The answer must be a bare number: the count of lines below that contain "roads".
START Provided entries
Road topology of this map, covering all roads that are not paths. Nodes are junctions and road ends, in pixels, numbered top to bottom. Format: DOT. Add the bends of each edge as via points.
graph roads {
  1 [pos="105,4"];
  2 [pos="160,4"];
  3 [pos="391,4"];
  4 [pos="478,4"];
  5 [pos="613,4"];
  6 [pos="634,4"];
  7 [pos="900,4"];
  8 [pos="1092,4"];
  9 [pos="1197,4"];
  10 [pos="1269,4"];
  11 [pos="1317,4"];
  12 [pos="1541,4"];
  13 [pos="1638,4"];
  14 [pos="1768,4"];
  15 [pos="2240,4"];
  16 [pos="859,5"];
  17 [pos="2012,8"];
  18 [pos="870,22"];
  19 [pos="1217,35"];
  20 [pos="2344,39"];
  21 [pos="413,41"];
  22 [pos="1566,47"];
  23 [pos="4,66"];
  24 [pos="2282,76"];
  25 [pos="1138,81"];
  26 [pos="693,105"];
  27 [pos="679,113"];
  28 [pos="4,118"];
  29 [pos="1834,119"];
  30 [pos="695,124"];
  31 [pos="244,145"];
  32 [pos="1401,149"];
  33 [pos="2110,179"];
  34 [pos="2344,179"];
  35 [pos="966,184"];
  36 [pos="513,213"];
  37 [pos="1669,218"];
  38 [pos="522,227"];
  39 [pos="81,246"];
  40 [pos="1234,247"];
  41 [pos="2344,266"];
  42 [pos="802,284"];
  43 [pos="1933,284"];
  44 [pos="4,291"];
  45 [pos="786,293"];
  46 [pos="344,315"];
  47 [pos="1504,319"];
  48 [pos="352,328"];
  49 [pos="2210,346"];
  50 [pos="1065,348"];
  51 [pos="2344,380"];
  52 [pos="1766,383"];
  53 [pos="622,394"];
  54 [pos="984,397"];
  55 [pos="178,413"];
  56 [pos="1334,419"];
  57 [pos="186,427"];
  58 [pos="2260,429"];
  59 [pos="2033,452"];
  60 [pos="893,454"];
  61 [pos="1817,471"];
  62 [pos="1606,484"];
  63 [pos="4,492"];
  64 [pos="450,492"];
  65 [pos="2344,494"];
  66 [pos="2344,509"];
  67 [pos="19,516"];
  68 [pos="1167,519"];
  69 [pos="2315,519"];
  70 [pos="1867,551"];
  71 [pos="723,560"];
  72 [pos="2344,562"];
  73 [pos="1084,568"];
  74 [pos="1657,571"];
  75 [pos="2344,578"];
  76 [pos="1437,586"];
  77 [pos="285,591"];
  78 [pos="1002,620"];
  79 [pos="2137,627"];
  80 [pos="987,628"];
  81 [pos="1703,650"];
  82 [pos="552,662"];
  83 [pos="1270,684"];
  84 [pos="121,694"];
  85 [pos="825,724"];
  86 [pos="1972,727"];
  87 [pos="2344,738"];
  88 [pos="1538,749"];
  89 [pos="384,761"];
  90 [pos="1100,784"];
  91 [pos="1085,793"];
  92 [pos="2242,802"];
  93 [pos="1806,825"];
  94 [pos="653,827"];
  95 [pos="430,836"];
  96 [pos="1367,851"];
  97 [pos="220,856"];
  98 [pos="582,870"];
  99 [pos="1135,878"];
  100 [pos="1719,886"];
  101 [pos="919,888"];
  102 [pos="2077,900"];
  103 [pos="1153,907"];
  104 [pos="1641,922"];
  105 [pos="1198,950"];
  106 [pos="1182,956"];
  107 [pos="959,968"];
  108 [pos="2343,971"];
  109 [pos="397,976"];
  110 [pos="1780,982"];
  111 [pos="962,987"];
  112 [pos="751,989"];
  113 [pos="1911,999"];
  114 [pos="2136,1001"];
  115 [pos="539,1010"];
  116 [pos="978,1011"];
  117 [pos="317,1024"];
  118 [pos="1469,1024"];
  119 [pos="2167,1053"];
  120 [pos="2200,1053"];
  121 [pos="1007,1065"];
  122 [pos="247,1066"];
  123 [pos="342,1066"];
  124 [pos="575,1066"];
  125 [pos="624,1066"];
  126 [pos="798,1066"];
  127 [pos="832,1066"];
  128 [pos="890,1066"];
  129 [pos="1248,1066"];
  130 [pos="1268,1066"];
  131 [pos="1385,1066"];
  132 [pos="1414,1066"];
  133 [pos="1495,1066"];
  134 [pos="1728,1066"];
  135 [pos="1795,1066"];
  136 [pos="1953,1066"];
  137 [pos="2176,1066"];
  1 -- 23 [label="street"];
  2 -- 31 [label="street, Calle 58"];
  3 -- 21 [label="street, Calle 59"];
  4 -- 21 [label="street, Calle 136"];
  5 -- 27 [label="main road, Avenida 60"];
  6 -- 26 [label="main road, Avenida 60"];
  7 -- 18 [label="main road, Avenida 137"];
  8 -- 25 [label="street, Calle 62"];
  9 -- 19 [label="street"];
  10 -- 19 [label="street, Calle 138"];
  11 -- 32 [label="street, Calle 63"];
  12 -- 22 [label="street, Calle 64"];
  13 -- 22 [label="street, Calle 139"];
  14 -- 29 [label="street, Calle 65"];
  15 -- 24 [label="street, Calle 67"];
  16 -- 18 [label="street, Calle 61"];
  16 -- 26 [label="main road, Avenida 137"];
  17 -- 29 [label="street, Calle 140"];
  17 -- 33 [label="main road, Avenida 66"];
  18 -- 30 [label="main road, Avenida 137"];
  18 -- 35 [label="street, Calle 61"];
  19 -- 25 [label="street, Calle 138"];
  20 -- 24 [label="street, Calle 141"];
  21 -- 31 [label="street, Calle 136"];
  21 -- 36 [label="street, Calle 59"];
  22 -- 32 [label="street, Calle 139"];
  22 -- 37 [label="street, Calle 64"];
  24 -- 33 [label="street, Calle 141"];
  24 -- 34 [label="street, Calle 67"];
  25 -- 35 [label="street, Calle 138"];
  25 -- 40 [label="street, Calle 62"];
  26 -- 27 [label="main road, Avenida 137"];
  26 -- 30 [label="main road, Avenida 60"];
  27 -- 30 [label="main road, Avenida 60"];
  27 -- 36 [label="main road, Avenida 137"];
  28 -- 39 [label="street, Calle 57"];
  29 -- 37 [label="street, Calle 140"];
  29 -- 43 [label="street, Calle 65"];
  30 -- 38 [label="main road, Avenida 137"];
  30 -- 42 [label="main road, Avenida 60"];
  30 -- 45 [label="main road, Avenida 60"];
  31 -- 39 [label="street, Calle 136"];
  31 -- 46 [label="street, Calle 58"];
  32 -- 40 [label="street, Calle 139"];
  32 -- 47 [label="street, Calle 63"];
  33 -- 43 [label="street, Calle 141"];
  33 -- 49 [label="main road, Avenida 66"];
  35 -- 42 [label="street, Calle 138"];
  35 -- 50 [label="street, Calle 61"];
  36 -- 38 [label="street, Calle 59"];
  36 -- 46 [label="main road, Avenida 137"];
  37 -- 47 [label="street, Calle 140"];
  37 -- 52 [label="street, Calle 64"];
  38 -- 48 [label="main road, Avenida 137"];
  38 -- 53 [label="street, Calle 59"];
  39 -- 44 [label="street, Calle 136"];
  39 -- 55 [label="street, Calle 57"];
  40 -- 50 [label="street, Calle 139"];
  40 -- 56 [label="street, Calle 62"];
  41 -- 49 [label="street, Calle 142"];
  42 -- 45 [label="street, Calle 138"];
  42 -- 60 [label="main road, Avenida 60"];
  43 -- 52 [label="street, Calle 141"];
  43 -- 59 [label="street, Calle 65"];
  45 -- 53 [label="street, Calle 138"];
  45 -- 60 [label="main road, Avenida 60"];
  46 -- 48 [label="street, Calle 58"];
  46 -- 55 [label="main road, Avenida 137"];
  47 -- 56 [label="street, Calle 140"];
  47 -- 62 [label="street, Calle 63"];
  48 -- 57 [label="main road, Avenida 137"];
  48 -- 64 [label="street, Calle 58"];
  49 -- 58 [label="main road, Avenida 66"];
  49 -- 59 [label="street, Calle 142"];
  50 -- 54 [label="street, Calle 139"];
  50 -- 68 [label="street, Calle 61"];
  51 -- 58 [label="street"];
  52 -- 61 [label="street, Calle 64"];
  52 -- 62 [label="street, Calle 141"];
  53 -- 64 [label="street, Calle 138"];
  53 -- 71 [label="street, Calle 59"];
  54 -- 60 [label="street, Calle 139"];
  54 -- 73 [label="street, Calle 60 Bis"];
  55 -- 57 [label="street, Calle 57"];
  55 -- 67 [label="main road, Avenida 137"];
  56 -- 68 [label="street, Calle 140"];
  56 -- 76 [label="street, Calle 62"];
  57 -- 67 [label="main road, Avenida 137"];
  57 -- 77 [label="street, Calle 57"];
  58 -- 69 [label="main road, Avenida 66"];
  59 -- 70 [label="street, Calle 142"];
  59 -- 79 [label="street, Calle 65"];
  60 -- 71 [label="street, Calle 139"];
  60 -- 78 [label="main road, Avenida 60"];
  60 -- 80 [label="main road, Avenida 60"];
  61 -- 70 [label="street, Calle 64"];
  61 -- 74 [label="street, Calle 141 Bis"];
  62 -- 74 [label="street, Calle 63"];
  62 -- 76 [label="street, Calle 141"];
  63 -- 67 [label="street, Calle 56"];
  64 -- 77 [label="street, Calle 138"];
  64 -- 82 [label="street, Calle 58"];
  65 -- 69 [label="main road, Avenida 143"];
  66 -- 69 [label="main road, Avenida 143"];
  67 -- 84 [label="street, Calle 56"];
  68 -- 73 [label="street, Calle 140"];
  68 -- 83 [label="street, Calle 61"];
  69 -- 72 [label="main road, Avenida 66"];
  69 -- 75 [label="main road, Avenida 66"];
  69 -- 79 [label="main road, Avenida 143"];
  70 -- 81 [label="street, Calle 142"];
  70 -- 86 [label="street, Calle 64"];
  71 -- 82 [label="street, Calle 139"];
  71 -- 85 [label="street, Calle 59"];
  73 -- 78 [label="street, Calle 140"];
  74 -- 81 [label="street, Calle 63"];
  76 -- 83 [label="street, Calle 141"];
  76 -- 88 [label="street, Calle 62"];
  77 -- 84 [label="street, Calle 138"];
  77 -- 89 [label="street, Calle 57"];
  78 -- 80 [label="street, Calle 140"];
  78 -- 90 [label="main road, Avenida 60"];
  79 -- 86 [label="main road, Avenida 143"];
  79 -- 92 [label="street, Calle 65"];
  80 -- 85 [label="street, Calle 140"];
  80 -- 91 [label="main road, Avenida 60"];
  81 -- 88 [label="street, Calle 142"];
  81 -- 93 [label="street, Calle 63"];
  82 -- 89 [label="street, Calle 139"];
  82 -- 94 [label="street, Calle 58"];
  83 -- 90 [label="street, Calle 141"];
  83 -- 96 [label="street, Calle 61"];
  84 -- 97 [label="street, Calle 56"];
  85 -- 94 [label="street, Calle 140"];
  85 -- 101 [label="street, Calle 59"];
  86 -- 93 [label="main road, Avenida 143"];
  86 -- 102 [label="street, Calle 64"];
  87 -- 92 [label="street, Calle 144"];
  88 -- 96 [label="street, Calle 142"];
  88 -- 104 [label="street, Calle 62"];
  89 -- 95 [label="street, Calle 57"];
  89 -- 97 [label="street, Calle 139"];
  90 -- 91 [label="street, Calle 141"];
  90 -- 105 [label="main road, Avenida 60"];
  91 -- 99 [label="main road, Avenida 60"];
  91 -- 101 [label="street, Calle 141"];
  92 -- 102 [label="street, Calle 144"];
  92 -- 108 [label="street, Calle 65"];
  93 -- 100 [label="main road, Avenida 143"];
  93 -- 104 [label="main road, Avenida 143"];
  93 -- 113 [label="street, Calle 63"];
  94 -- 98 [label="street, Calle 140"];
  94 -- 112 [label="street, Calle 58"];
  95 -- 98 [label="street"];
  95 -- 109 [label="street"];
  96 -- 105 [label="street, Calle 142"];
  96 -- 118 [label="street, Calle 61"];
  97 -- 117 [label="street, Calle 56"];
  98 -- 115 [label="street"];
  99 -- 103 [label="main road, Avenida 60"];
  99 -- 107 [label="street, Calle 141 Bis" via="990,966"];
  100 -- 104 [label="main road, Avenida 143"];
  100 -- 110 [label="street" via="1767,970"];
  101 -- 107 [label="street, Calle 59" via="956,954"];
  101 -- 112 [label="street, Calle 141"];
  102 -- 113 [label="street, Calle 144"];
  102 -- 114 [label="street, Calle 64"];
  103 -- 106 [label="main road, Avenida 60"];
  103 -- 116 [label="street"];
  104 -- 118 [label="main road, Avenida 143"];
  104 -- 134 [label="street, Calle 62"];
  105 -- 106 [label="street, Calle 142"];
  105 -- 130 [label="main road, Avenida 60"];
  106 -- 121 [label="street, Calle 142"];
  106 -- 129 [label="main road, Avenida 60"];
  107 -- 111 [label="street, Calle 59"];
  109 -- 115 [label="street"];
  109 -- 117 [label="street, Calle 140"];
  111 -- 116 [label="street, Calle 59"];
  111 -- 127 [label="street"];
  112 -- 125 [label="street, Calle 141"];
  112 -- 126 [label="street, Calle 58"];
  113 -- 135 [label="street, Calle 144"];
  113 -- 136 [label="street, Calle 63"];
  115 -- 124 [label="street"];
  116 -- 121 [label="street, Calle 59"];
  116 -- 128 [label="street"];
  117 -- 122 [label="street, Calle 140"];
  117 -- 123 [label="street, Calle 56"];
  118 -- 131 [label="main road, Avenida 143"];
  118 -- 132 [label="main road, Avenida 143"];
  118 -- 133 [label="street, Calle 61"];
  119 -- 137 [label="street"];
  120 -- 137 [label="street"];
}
END Provided entries
_Exercise solution_.
2